▶ What you should do: What lines in the material hold the string "БАБУШКИНА"? Return every one of them.

▶ Records provided:
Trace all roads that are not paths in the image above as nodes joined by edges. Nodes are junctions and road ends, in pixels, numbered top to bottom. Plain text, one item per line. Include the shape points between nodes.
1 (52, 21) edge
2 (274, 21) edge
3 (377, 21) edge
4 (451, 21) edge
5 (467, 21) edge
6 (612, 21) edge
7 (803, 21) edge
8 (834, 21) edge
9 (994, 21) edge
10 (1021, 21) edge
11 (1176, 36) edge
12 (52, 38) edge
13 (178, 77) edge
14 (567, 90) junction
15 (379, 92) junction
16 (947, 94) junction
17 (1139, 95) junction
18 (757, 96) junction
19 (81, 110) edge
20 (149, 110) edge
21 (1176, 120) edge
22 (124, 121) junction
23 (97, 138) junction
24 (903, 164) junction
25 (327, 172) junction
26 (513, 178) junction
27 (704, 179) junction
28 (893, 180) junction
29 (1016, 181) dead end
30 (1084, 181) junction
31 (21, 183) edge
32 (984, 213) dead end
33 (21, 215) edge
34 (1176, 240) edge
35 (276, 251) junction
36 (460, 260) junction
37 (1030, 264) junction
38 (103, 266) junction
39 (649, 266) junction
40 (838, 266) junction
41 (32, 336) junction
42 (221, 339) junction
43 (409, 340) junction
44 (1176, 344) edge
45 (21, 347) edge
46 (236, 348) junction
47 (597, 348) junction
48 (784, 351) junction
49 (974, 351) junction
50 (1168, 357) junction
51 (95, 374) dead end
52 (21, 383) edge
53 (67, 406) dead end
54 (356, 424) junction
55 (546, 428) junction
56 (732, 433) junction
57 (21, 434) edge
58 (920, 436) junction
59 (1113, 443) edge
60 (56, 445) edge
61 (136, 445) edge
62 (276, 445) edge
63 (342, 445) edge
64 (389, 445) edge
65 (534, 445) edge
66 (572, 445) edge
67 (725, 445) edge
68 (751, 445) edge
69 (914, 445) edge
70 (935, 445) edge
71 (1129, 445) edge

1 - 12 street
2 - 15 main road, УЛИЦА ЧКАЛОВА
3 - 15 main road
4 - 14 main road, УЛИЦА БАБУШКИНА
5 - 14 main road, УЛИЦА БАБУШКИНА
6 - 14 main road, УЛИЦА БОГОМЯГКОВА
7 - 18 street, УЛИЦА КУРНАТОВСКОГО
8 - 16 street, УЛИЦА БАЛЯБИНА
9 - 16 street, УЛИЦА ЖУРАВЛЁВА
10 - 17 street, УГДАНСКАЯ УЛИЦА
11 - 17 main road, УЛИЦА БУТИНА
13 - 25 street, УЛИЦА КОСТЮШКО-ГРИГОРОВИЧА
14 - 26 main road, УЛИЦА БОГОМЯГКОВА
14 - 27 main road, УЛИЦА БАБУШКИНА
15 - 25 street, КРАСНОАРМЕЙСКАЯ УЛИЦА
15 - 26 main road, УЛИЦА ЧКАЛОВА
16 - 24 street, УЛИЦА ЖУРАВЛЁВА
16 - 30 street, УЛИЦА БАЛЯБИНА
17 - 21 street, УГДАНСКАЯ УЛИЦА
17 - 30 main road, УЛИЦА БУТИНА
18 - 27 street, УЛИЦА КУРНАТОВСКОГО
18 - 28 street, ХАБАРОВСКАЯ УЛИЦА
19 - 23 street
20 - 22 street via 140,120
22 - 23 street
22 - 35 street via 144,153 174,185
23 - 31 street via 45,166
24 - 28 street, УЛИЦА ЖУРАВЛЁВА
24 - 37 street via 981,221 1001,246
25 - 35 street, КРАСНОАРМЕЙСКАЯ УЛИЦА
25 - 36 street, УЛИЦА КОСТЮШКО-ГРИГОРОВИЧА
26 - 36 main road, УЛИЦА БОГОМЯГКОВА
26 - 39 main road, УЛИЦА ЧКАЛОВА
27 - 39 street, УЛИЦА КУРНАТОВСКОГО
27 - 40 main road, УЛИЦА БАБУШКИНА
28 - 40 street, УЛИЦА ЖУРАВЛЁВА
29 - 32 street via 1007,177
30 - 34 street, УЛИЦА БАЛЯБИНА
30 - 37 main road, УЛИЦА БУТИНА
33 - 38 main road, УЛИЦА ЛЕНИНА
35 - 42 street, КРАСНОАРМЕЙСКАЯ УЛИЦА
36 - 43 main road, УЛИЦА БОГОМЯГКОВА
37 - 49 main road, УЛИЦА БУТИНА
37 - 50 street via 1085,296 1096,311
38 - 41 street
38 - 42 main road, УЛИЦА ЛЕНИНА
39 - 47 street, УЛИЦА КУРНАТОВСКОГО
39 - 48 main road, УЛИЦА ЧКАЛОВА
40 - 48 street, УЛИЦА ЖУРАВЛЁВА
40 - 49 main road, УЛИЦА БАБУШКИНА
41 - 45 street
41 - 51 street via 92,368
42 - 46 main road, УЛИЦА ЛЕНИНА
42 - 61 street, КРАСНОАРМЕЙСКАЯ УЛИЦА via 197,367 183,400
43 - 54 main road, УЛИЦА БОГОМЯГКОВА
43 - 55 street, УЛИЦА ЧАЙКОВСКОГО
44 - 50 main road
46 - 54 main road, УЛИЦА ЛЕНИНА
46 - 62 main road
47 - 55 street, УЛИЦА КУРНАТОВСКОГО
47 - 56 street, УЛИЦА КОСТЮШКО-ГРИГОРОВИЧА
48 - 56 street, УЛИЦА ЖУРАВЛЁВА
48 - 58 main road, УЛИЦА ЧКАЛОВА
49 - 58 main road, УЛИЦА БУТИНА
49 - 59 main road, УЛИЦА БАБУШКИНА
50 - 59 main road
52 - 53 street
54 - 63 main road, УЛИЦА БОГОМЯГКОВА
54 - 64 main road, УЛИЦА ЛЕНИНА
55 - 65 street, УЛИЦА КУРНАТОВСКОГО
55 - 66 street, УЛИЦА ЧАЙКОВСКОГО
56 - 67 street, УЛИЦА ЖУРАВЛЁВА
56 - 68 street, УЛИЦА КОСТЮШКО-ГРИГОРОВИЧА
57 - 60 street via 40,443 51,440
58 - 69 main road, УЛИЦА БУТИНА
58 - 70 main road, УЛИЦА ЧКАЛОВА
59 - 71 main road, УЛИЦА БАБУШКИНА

▶ Task solution:
4 - 14 main road, УЛИЦА БАБУШКИНА
5 - 14 main road, УЛИЦА БАБУШКИНА
14 - 27 main road, УЛИЦА БАБУШКИНА
27 - 40 main road, УЛИЦА БАБУШКИНА
40 - 49 main road, УЛИЦА БАБУШКИНА
49 - 59 main road, УЛИЦА БАБУШКИНА
59 - 71 main road, УЛИЦА БАБУШКИНА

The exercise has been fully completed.